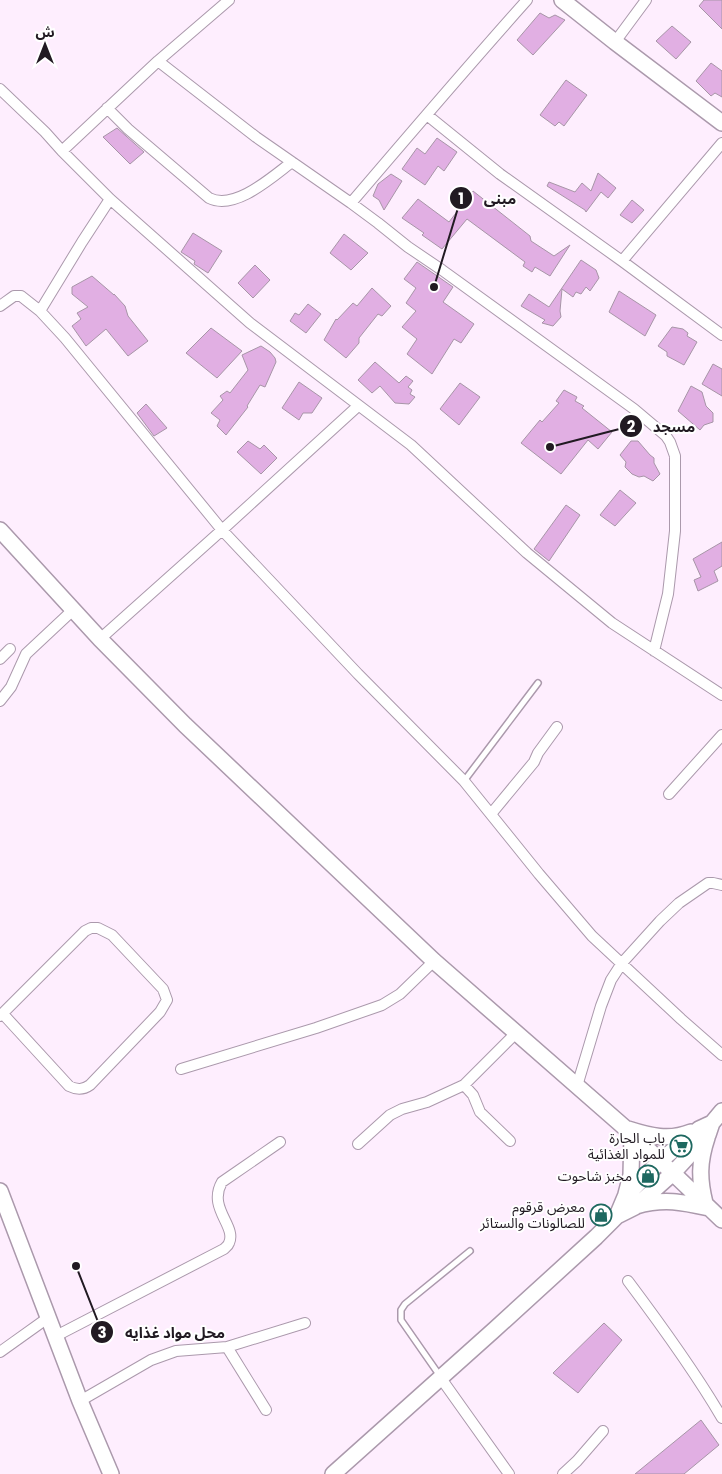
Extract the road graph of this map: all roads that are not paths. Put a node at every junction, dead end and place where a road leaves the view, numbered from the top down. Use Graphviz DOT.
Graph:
graph roads {
  1 [pos="229,0"];
  2 [pos="527,0"];
  3 [pos="562,0"];
  4 [pos="646,0"];
  5 [pos="615,42"];
  6 [pos="158,61"];
  7 [pos="0,89"];
  8 [pos="107,108"];
  9 [pos="427,115"];
  10 [pos="722,123"];
  11 [pos="722,143"];
  12 [pos="62,151"];
  13 [pos="292,162"];
  14 [pos="110,199"];
  15 [pos="351,203"];
  16 [pos="622,261"];
  17 [pos="0,306"];
  18 [pos="40,311"];
  19 [pos="722,335"];
  20 [pos="358,406"];
  21 [pos="0,530"];
  22 [pos="222,530"];
  23 [pos="74,610"];
  24 [pos="100,639"];
  25 [pos="10,649"];
  26 [pos="654,651"];
  27 [pos="0,659"];
  28 [pos="538,683"];
  29 [pos="722,695"];
  30 [pos="0,701"];
  31 [pos="558,727"];
  32 [pos="722,735"];
  33 [pos="464,781"];
  34 [pos="669,794"];
  35 [pos="491,814"];
  36 [pos="722,885"];
  37 [pos="434,961"];
  38 [pos="622,963"];
  39 [pos="1,1015"];
  40 [pos="516,1032"];
  41 [pos="722,1055"];
  42 [pos="181,1069"];
  43 [pos="464,1085"];
  44 [pos="577,1086"];
  45 [pos="722,1111"];
  46 [pos="706,1129"];
  47 [pos="628,1131"];
  48 [pos="510,1141"];
  49 [pos="280,1142"];
  50 [pos="358,1144"];
  51 [pos="660,1161"];
  52 [pos="673,1173"];
  53 [pos="0,1191"];
  54 [pos="630,1202"];
  55 [pos="707,1205"];
  56 [pos="722,1220"];
  57 [pos="470,1251"];
  58 [pos="628,1281"];
  59 [pos="48,1317"];
  60 [pos="305,1323"];
  61 [pos="56,1336"];
  62 [pos="227,1347"];
  63 [pos="0,1352"];
  64 [pos="440,1377"];
  65 [pos="80,1401"];
  66 [pos="266,1410"];
  67 [pos="722,1418"];
  68 [pos="603,1431"];
  69 [pos="111,1474"];
  70 [pos="333,1474"];
  71 [pos="509,1474"];
  72 [pos="562,1474"];
  1 -- 6 [label="street"];
  2 -- 9 [label="street"];
  3 -- 5 [label="street"];
  4 -- 5 [label="street"];
  5 -- 10 [label="street"];
  6 -- 8 [label="street"];
  6 -- 13 [label="street"];
  7 -- 12 [label="street"];
  8 -- 12 [label="street"];
  8 -- 13 [label="street"];
  9 -- 15 [label="street"];
  9 -- 16 [label="street"];
  11 -- 16 [label="street"];
  12 -- 14 [label="street"];
  13 -- 15 [label="street"];
  14 -- 18 [label="street"];
  14 -- 20 [label="street"];
  15 -- 26 [label="street"];
  16 -- 19 [label="street"];
  17 -- 18 [label="street"];
  18 -- 22 [label="street"];
  20 -- 22 [label="street"];
  20 -- 26 [label="street"];
  21 -- 23 [label="street"];
  22 -- 24 [label="street"];
  22 -- 33 [label="street"];
  23 -- 24 [label="street"];
  23 -- 30 [label="street"];
  24 -- 37 [label="street"];
  25 -- 27 [label="street"];
  26 -- 29 [label="street"];
  28 -- 33 [label="lane"];
  31 -- 35 [label="street"];
  32 -- 34 [label="street"];
  33 -- 35 [label="street"];
  35 -- 38 [label="street"];
  36 -- 38 [label="street"];
  37 -- 40 [label="street"];
  37 -- 42 [label="street"];
  38 -- 41 [label="street"];
  38 -- 44 [label="street"];
  39 -- 39 [label="street"];
  40 -- 43 [label="street"];
  40 -- 44 [label="street"];
  43 -- 48 [label="street"];
  43 -- 50 [label="street"];
  44 -- 47 [label="street"];
  45 -- 46 [label="street"];
  46 -- 47 [label="street"];
  46 -- 51 [label="street"];
  46 -- 52 [label="street"];
  46 -- 55 [label="street"];
  47 -- 51 [label="street"];
  47 -- 54 [label="street"];
  49 -- 61 [label="street"];
  51 -- 52 [label="street"];
  51 -- 54 [label="street"];
  52 -- 54 [label="street"];
  52 -- 55 [label="street"];
  53 -- 59 [label="street"];
  54 -- 55 [label="street"];
  54 -- 64 [label="street"];
  55 -- 56 [label="street"];
  57 -- 64 [label="lane"];
  58 -- 67 [label="street"];
  59 -- 61 [label="street"];
  59 -- 63 [label="street"];
  60 -- 62 [label="street"];
  61 -- 65 [label="street"];
  62 -- 65 [label="street"];
  62 -- 66 [label="street"];
  64 -- 70 [label="street"];
  64 -- 71 [label="street"];
  65 -- 69 [label="street"];
  68 -- 72 [label="street"];
}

:::::

» Exercise: Using the entries above, find all lines with "roads". Copy them.

» Expected answer:
Extract the road graph of this map: all roads that are not paths. Put a node at every junction, dead end and place where a road leaves the view, numbered from the top down. Use Graphviz DOT.
graph roads {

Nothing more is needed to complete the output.